» ACTIVITY: Track down each line below containing the string "Avenue" and copy it.

» DATA FOR THIS TASK:
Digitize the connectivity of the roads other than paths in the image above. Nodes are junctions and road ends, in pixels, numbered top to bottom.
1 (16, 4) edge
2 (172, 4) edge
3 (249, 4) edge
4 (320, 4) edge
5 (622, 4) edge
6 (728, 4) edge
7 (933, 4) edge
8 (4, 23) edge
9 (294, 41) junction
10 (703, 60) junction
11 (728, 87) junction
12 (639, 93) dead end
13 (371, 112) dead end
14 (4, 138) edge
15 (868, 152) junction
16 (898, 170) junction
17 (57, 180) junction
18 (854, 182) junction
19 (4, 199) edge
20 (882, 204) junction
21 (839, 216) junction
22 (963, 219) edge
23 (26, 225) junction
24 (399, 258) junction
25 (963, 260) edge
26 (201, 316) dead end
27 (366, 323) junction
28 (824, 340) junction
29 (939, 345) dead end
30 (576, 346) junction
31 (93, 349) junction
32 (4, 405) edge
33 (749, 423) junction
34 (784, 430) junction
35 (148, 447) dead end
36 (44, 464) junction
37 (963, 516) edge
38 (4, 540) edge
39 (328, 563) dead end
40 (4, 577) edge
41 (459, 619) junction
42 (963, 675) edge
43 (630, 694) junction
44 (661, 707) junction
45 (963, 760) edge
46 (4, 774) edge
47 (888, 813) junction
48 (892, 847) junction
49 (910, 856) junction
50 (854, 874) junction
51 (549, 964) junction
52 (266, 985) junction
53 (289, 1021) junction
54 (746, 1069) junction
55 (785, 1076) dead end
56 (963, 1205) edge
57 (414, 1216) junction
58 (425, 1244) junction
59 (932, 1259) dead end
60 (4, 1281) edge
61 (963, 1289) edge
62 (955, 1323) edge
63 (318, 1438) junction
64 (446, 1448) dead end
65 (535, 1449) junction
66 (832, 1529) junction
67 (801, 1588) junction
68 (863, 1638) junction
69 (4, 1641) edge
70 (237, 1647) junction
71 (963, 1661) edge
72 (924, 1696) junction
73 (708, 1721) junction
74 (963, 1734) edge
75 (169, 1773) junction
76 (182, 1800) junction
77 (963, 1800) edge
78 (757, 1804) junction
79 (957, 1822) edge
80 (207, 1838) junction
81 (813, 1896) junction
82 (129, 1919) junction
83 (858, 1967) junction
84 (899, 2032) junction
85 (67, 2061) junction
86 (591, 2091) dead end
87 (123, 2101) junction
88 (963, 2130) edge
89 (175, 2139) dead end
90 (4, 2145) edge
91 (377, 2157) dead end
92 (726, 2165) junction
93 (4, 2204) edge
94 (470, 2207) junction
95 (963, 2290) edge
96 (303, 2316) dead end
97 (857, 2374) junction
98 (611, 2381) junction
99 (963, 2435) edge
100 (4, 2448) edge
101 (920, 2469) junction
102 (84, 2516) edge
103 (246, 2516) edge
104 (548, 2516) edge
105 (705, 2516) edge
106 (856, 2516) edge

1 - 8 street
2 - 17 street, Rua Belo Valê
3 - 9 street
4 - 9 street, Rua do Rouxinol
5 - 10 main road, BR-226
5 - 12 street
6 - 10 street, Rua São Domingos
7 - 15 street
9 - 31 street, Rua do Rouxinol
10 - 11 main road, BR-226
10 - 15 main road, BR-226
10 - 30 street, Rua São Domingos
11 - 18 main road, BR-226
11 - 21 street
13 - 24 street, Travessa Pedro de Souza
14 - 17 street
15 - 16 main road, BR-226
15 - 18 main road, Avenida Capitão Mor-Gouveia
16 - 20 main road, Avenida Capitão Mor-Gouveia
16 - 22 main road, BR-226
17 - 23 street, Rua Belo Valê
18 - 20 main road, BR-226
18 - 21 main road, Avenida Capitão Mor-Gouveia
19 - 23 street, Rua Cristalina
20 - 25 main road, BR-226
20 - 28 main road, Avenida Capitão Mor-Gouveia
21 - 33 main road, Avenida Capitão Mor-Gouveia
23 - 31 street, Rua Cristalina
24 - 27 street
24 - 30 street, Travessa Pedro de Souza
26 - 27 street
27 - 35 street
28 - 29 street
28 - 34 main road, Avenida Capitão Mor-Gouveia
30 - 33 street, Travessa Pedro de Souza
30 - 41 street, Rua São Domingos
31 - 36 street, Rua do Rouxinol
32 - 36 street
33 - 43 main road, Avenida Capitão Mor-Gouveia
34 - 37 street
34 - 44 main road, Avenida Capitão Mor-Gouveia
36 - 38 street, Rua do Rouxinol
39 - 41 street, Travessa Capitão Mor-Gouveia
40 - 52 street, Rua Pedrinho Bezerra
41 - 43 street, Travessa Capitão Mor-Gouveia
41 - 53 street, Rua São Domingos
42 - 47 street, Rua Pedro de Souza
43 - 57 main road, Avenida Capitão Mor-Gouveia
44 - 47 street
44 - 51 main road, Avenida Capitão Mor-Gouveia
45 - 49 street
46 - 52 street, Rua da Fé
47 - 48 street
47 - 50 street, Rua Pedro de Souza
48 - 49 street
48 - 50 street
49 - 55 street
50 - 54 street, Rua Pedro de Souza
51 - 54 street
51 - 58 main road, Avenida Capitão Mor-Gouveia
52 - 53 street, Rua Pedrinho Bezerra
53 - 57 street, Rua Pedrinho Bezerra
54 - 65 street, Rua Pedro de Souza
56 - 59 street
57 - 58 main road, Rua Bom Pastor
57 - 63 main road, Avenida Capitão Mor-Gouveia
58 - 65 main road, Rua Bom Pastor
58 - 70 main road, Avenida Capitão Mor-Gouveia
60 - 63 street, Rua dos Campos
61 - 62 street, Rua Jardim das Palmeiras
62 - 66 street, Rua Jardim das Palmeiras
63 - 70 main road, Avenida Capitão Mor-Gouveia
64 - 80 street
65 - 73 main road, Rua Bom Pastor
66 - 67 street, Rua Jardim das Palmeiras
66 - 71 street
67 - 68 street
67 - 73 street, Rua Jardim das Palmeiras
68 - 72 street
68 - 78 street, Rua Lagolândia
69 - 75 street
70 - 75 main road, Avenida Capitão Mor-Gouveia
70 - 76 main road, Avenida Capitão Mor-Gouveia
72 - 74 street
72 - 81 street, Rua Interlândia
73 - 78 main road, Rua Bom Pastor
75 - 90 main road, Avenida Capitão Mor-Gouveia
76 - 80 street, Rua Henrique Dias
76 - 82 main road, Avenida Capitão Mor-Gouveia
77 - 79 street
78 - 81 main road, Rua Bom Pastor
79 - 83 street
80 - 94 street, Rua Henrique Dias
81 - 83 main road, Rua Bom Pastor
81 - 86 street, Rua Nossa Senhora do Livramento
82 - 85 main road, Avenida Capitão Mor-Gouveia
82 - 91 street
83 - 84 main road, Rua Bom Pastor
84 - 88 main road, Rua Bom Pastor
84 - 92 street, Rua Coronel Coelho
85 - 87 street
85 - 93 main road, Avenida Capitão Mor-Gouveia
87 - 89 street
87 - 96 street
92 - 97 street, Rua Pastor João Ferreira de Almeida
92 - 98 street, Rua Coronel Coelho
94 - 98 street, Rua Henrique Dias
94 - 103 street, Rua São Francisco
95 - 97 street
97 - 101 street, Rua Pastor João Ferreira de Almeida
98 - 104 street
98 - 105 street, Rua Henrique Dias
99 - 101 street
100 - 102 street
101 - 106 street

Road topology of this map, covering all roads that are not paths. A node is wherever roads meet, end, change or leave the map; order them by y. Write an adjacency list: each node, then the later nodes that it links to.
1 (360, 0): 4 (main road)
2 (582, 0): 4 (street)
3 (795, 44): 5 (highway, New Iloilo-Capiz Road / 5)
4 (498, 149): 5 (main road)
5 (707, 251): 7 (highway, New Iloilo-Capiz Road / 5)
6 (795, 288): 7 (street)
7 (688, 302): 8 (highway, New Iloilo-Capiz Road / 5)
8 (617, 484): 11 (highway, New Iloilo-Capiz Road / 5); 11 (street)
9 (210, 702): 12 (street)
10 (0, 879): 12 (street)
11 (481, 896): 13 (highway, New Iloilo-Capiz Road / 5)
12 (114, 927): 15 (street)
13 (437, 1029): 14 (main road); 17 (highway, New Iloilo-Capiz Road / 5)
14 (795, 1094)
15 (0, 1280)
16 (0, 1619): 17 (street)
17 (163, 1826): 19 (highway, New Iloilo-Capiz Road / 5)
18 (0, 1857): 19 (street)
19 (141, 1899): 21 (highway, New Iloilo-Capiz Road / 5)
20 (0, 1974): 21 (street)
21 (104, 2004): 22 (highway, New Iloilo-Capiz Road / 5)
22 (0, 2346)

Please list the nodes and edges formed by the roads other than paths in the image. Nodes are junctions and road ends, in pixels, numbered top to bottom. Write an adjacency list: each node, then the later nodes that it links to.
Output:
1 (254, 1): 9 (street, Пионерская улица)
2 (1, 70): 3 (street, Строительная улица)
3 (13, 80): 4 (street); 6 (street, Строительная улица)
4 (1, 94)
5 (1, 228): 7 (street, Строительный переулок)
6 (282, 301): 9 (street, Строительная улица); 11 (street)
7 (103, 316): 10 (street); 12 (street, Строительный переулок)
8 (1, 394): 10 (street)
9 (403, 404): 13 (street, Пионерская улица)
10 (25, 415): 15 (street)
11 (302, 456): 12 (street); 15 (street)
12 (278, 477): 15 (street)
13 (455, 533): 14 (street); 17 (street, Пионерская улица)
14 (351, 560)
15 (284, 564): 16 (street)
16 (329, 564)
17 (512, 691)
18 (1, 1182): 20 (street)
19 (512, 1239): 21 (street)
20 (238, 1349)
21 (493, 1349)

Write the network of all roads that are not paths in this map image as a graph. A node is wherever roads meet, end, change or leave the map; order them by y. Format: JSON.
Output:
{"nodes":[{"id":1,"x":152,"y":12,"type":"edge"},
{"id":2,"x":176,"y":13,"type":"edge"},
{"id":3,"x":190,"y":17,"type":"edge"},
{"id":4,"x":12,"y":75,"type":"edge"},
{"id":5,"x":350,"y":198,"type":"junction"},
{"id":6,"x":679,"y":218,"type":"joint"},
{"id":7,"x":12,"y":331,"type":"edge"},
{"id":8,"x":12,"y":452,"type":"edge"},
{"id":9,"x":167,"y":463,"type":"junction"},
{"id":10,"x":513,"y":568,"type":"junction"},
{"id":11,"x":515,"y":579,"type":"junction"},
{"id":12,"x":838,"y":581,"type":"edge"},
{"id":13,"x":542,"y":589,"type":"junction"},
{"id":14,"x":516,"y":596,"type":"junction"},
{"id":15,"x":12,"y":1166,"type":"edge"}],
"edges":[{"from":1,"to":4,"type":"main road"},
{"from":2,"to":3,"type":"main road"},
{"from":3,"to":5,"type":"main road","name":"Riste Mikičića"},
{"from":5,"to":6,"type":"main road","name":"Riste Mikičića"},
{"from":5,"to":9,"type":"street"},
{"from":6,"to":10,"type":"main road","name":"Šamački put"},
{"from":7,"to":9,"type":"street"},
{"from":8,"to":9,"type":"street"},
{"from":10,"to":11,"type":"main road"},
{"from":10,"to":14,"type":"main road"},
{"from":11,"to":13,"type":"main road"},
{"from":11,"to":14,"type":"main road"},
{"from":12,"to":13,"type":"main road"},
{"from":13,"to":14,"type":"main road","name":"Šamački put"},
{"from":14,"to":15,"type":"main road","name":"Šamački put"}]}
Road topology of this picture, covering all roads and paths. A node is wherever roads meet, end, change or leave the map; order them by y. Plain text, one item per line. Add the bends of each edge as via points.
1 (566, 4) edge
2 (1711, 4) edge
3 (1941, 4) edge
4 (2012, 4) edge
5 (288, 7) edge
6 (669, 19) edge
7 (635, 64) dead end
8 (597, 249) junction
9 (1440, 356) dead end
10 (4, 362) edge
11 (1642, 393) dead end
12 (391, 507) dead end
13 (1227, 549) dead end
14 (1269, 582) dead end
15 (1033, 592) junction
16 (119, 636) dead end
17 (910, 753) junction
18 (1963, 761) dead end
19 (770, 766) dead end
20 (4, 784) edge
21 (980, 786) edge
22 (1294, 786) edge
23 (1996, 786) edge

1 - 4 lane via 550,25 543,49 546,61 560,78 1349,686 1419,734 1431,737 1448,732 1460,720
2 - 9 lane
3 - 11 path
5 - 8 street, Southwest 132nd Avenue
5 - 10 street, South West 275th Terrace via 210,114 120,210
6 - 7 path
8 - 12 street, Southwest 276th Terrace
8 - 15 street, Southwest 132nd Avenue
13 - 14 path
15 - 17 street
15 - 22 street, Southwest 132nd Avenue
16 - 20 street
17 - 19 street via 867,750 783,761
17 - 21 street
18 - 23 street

» SOLVED EXERCISE:
5 - 8 street, Southwest 132nd Avenue
8 - 15 street, Southwest 132nd Avenue
15 - 22 street, Southwest 132nd Avenue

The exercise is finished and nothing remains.